Real Estate Foreclosure Law and Legal Definition
Foreclosure is the procedure by which a party who has loaned money secured by a mortgage or deed of trust on real property (or has an unpaid judgment), forces the sale of the real property to recover the money due, unpaid interest, plus the costs of foreclosure, after the debtor fails to make payment. The lender must serve a notice of default on the debtor after a certain time period from when the payment becomes past due, which varies by state. The notice will give the borrower a certain time period and amount necessary to be paid in order to "cure" the default and avoid foreclosure. If the delinquency and costs of foreclosure are not paid within this time, then the lender (or the trustee in states using deeds of trust) will set a foreclosure date for selling the property at public sale. The property may be redeemed by the borrower by paying all delinquencies and costs, up to the time of sale and in some state, for a period after sale.
There is also judicial foreclosure which is used in several states with the mortgage system or in deed of trust. This procedure is used when the amount due is greater than the equity value of the real property, and the lender wishes to get a deficiency judgment for the amount still due after sale. However, some states give deficiency judgments without filing a lawsuit when the foreclosure is upon the mortgage or deed of trust.
A buyer who makes less than a 20% down payment will typically have to pay for foreclosure insurance, called private mortgage insurance (PMI), which will pay the bank if the home gets foreclosed on. Some of the leading causes of bankruptcy have been cited as overspending, loss of employment, predatory lending practices, divorce, and medical emergencies.
It is suggested that a person in risk of foreclosure try to work with the lender to prevent the foreclosure. The lender may be willing to give the borrower extra time to pay, or may suggest debt counseling to restructure or consolidate the debt. It may be possible to create a trust account to protect the debtor's assets, or rework the loan for an extended period of time to lower the monthly payments. The past due amount could be added into the new loan. A debtor will sometimes sell the home to pay off the delinquent amount. A voluntary foreclosure involves selling the home to the lender. Voluntary foreclosure may be pursued to minimize the damage to the debtor's credit record associated with involuntary foreclosure. In a voluntary foreclosure, the debtor not be held liable if the home sells below the debt amount. Due to the loss of financial control and credit damage involved, bankruptcy is generally viewed as a last resort to avoid foreclosure. In bankruptcy cases, the lender is entitled to apply to the court for relief from the automatic stay to allow it to continue foreclosure proceedings.
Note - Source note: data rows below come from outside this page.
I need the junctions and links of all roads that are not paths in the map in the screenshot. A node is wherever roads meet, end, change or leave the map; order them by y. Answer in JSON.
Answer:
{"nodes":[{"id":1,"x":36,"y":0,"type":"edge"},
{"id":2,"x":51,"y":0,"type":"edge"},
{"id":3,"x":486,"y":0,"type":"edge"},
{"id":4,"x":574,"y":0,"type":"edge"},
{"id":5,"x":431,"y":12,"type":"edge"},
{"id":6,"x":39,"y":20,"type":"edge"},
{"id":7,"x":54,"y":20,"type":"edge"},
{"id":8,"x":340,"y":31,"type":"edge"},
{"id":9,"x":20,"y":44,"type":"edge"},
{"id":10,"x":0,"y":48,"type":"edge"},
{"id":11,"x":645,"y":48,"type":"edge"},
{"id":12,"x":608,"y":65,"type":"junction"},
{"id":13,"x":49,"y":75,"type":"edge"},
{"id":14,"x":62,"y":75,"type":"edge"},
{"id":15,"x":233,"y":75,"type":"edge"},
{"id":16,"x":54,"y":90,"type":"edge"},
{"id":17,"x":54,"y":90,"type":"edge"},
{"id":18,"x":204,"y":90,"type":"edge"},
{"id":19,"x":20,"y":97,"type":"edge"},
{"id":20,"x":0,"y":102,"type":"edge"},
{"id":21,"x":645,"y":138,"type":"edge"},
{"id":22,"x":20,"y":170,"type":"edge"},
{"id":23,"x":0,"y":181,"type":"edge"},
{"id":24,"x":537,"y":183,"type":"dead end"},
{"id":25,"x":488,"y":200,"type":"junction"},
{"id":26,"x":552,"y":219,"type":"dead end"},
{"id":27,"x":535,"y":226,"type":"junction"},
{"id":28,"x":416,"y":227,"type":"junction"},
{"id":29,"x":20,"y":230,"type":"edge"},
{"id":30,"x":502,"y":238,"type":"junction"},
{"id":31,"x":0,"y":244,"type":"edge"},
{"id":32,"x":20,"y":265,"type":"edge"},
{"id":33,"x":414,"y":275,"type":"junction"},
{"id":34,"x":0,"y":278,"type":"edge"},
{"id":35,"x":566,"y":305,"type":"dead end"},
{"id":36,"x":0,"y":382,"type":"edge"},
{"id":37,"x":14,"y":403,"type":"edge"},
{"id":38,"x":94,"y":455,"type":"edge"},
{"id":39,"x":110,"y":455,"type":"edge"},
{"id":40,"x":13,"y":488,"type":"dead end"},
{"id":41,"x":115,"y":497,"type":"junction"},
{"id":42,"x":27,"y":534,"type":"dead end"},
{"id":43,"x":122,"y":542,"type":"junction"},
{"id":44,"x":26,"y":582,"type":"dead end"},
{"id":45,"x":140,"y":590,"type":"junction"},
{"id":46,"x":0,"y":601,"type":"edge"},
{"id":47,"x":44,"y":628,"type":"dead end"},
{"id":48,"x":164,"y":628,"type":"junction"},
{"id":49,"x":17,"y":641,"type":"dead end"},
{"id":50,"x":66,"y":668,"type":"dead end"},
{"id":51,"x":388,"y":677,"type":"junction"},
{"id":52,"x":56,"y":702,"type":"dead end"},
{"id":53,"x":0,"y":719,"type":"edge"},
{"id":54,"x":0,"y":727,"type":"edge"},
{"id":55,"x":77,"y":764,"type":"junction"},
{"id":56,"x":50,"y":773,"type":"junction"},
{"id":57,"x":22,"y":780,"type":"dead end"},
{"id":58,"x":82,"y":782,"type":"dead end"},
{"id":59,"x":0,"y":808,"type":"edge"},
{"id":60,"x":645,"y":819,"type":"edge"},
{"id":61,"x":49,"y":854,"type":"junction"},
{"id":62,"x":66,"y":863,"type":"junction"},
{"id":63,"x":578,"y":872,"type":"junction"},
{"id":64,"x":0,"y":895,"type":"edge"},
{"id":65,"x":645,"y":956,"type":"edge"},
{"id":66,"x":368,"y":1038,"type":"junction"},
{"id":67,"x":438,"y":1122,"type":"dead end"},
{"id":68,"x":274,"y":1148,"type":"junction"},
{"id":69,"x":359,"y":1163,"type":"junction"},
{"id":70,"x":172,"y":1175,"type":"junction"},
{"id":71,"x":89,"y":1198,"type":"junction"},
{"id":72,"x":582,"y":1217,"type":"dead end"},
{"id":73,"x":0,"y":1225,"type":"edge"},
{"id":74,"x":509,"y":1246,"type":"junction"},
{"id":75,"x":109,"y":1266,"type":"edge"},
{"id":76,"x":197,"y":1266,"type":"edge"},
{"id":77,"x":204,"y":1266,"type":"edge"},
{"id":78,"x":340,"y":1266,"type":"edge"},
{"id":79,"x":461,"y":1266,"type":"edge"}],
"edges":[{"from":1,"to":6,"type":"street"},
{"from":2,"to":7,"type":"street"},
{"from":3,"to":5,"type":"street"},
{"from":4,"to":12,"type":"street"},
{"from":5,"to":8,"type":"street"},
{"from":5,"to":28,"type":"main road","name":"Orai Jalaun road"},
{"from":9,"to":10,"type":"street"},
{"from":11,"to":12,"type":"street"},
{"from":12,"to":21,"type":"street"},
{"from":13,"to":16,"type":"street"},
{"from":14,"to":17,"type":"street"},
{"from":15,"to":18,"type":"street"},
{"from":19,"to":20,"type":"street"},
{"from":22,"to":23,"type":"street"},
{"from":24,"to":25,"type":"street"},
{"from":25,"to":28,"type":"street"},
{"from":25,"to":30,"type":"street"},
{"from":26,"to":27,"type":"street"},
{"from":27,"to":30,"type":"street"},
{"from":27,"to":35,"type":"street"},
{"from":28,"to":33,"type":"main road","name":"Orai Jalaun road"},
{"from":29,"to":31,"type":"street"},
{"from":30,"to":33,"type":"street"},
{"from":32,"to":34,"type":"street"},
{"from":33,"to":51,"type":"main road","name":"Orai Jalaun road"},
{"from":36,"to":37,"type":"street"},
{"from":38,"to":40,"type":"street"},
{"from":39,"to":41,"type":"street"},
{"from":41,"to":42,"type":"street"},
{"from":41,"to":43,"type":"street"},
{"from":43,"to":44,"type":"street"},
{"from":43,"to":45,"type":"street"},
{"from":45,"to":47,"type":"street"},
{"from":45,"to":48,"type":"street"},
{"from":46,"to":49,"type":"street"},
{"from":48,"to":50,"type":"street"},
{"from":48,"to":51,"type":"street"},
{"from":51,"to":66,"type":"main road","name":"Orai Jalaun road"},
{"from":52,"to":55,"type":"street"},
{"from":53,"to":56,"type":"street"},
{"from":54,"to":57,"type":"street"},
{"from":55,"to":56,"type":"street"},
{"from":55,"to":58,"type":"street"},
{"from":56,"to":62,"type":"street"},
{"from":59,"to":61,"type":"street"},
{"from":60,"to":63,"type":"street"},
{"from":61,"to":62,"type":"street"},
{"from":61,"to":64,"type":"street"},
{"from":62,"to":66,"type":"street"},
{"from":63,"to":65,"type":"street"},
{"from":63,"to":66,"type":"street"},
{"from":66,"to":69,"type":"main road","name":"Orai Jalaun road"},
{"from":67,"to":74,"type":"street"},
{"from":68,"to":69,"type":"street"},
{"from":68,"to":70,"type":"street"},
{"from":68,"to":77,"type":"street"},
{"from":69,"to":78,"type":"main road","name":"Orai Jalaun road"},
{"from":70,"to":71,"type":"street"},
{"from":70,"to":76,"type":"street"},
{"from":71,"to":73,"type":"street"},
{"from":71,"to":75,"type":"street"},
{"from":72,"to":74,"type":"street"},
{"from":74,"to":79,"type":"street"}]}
Other types of foreclosure include foreclosure by power of sale and strict foreclosure. Foreclosure by power of sale is allowed by many states if a power of sale clause is included in the mortgage. This process involves the sale of the property by the mortgage holder without court supervision. It is generally quicker than foreclosure by judicial sale. Strict foreclosure is a process available in a few states which allows the mortgagee to petition the court for foreclosure, and if granted, the court will require the mortgagor who is behind in payment to make payment within a specified time. If the mortgagor fails to do so, the mortgage holder gains the title to the property with no obligation to sell it. This type of foreclosure is generally available only when the value of the property is less than the debt.